Rubikowie zazwyczaj entuzjastycznie opowiadają o swojej amerykańskiej przygodzie, jednak ostatnia wizyta w jednej z restauracji specjalizujących się w daniach z owocami morza zdecydowanie nie wpisała się w ich "propagandę sukcesu". Małżeństwo często zabiera swoich obserwatorów na wirtualne wycieczki po urokliwych zakątkach Florydy i dzieli się codziennymi radościami, nie szczędzą też szczerych opinii na temat trudności - na zakupach, siłowni, czy w szkole - z jakimi się spotykają. Tak było i tym razem.
Rubikowie trafili do fatalnej knajpy
Podczas jednej z kolacji, w której towarzyszyli im przyjaciele wraz z rodziną, Rubików czekało poważne rozczarowanie. Agata Rubik nie szczędziła słów krytyki, mówiąc, że jedzenie "śmierdziało zgniłym morzem". Piotr Rubik podkreślił, że problem nie leżał w obsłudze, którą ocenił bardzo pozytywnie, ale w jakości serwowanych potraw. Mimo niezadowolenia z kolacji para doceniła jednak gest właściciela przybytku, który zrezygnował z naliczenia opłaty za niespełniające oczekiwań posiłki.

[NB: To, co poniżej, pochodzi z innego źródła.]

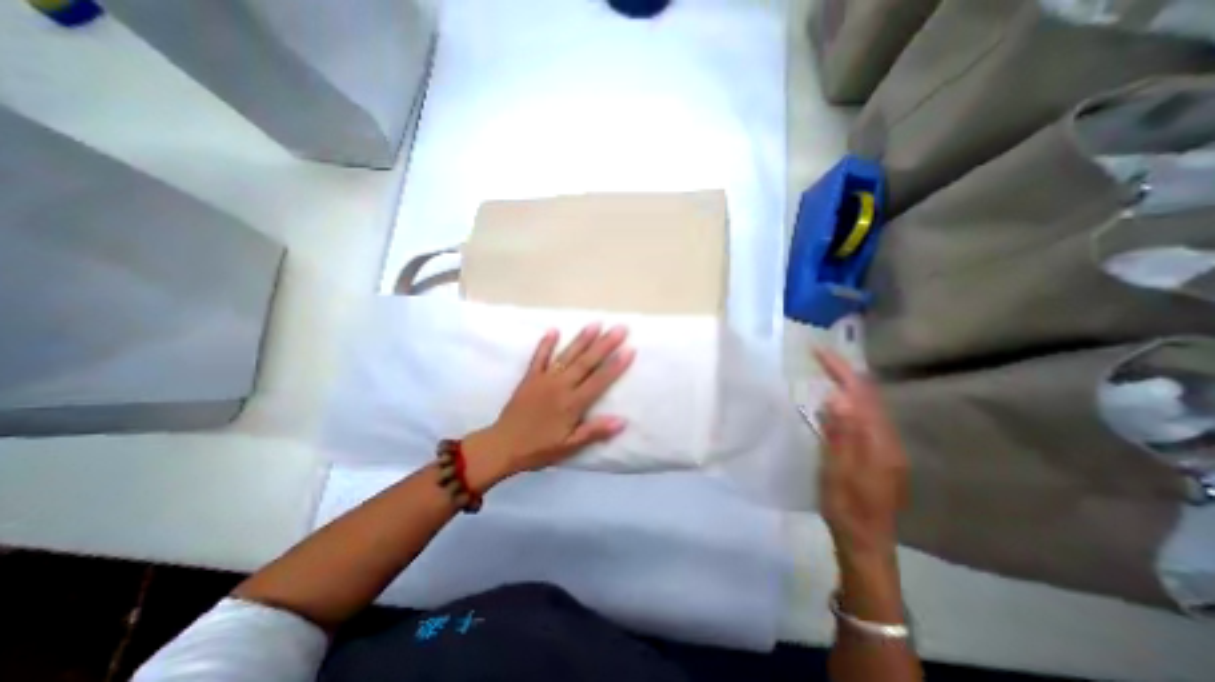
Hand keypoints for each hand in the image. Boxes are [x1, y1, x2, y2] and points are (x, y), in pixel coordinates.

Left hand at [467, 323, 636, 487]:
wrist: (503, 445)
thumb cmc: (540, 448)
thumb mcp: (569, 446)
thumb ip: (595, 431)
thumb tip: (622, 421)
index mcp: (573, 403)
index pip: (599, 380)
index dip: (616, 365)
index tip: (630, 349)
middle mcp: (561, 386)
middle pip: (587, 362)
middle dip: (605, 344)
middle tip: (620, 328)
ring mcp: (544, 379)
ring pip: (567, 355)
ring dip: (582, 339)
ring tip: (596, 324)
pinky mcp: (530, 377)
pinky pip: (538, 357)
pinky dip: (546, 343)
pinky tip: (553, 330)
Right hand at [811, 352, 906, 559]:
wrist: (866, 543)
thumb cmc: (847, 509)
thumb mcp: (838, 472)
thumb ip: (840, 434)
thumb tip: (837, 397)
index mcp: (880, 443)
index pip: (862, 394)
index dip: (841, 370)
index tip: (818, 352)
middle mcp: (889, 440)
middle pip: (870, 396)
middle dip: (845, 372)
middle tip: (819, 356)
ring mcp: (886, 447)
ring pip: (869, 406)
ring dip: (848, 385)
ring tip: (826, 371)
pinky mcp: (880, 454)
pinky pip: (866, 418)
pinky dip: (850, 402)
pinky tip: (836, 404)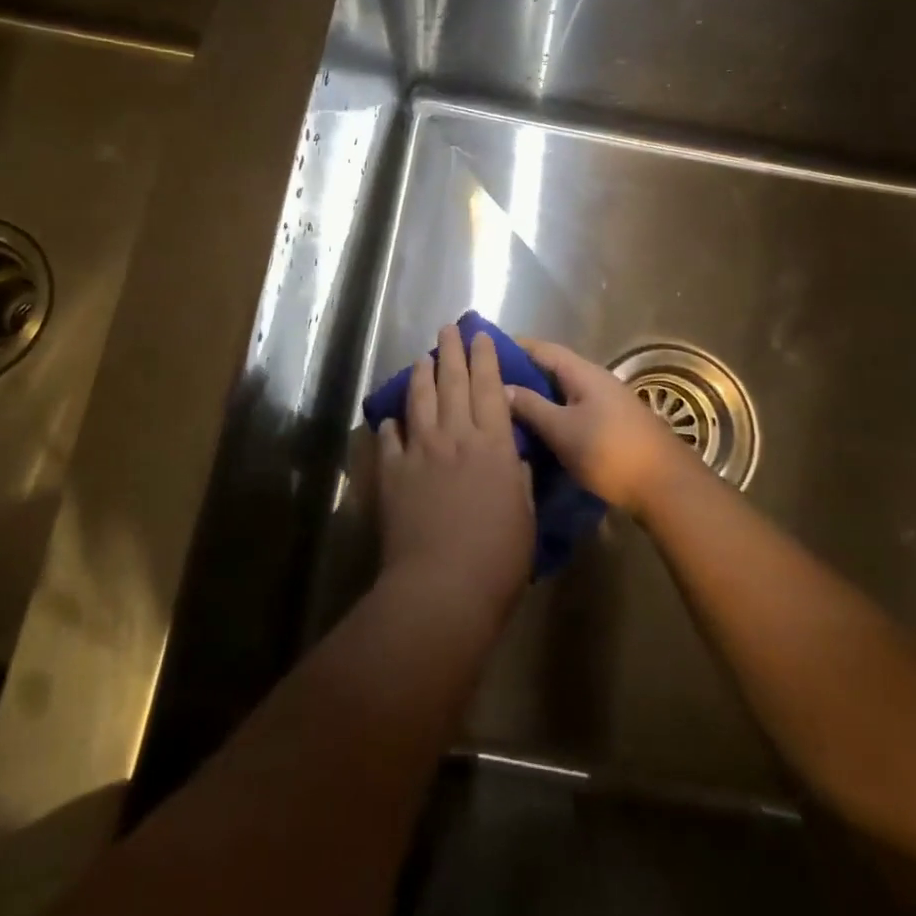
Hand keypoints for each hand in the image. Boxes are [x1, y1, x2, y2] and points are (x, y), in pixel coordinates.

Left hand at [378, 325, 534, 630]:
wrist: (442, 587)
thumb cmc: (497, 558)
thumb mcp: (525, 517)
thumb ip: (519, 481)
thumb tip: (513, 459)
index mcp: (492, 445)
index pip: (490, 389)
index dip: (486, 358)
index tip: (481, 335)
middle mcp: (455, 436)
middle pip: (453, 382)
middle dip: (452, 351)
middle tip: (449, 328)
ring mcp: (420, 451)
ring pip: (420, 399)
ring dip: (422, 374)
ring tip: (423, 358)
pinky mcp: (392, 472)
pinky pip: (390, 437)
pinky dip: (392, 423)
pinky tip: (392, 417)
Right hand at [505, 339, 701, 516]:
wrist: (665, 485)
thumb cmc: (609, 452)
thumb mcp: (562, 430)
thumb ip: (531, 406)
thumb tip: (501, 386)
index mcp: (582, 372)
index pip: (542, 348)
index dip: (513, 346)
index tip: (484, 348)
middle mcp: (595, 380)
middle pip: (552, 368)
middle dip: (522, 373)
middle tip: (488, 383)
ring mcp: (607, 402)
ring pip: (563, 391)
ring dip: (537, 396)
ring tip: (506, 407)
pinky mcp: (612, 425)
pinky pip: (573, 409)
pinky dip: (553, 413)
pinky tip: (538, 429)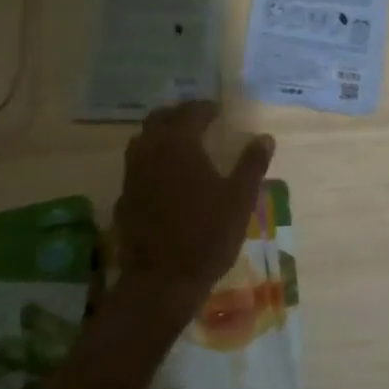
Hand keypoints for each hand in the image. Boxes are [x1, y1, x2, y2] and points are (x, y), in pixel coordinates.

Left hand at [113, 102, 274, 320]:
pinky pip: (136, 166)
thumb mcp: (239, 199)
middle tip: (198, 120)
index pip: (190, 113)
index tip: (218, 111)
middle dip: (179, 115)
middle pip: (159, 119)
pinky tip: (163, 176)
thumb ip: (251, 164)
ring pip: (142, 140)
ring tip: (180, 143)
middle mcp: (150, 151)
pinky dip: (150, 161)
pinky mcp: (124, 197)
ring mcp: (132, 175)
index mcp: (179, 144)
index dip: (205, 108)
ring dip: (160, 134)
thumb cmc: (207, 234)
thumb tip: (265, 138)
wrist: (161, 280)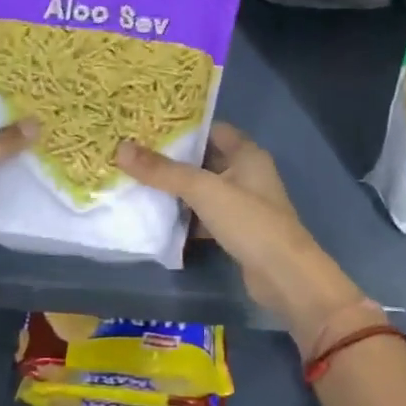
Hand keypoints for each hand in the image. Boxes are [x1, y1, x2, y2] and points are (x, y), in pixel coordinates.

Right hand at [115, 123, 370, 354]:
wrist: (284, 276)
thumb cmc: (249, 221)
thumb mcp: (203, 190)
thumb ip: (163, 171)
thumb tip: (121, 148)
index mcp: (247, 154)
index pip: (212, 130)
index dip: (183, 128)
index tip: (147, 128)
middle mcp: (247, 174)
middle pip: (204, 160)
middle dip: (172, 161)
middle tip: (133, 156)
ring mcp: (243, 205)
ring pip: (203, 191)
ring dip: (176, 191)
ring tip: (136, 184)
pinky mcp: (237, 232)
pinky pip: (205, 217)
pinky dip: (185, 218)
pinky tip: (157, 220)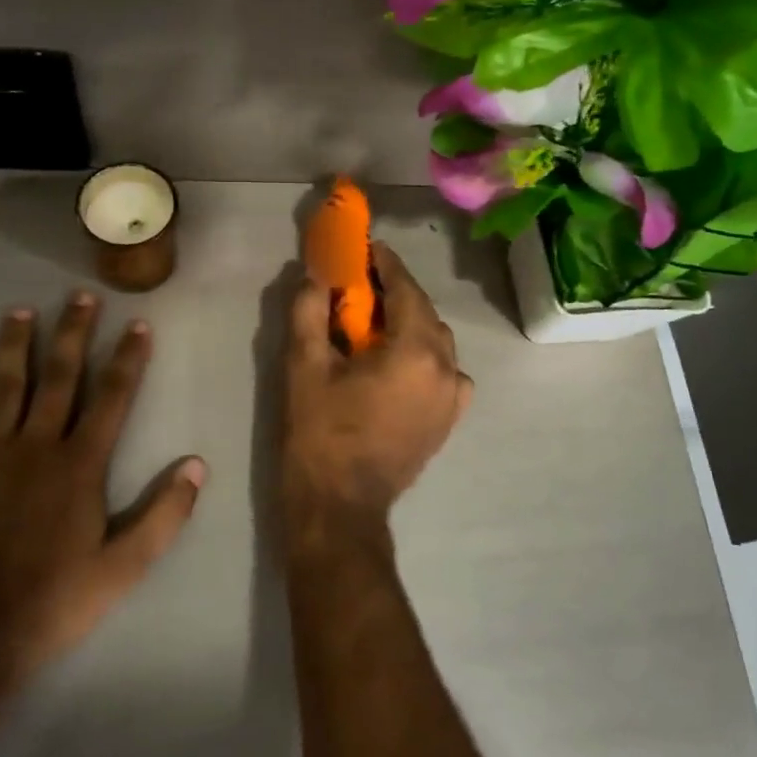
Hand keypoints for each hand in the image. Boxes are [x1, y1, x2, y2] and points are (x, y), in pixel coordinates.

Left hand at [0, 291, 204, 691]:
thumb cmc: (53, 602)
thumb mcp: (124, 568)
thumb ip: (164, 514)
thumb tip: (197, 465)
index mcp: (80, 464)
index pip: (113, 397)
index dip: (128, 358)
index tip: (137, 323)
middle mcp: (35, 446)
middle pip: (59, 377)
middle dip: (73, 333)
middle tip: (81, 295)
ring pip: (3, 388)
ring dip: (13, 347)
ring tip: (20, 311)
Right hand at [284, 242, 471, 541]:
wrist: (339, 509)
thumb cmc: (320, 435)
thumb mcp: (304, 368)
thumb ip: (310, 312)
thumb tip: (315, 276)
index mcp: (415, 352)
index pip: (406, 290)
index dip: (387, 264)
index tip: (368, 247)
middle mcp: (445, 369)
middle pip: (424, 313)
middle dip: (397, 293)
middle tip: (364, 285)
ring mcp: (452, 398)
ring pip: (437, 342)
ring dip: (411, 324)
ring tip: (378, 323)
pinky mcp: (448, 421)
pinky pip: (445, 372)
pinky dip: (425, 357)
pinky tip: (400, 364)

Pomimo negatywnej opinii na temat restauracji, małżonkowie nie zdecydowali się na publiczne ujawnienie jej nazwy (nie to, co swego czasu Sylwia Bomba z jej słynną muchą w zupie). Piotr Rubik sugerował, by ostrzec innych potencjalnych gości, lecz Agata szybko ukróciła męża, podkreślając niechęć do tworzenia negatywnej atmosfery wokół lokalnych biznesów.Rubikowie, mimo tego wyboju na autostradzie "amerykańskiego snu", nadal nie planują powrotu do Polski.
Zobacz też:
Rubik tylko na chwilę wrócił do kraju i już taka heca. Zgubił cenne walizki
Derpieński zrobiła Rubikowi zdjęcie z ukrycia i zaczęła się afera. Jest odpowiedź
Pocisnęła Rubikom. Wspomniała o cyrku i braku dolarów...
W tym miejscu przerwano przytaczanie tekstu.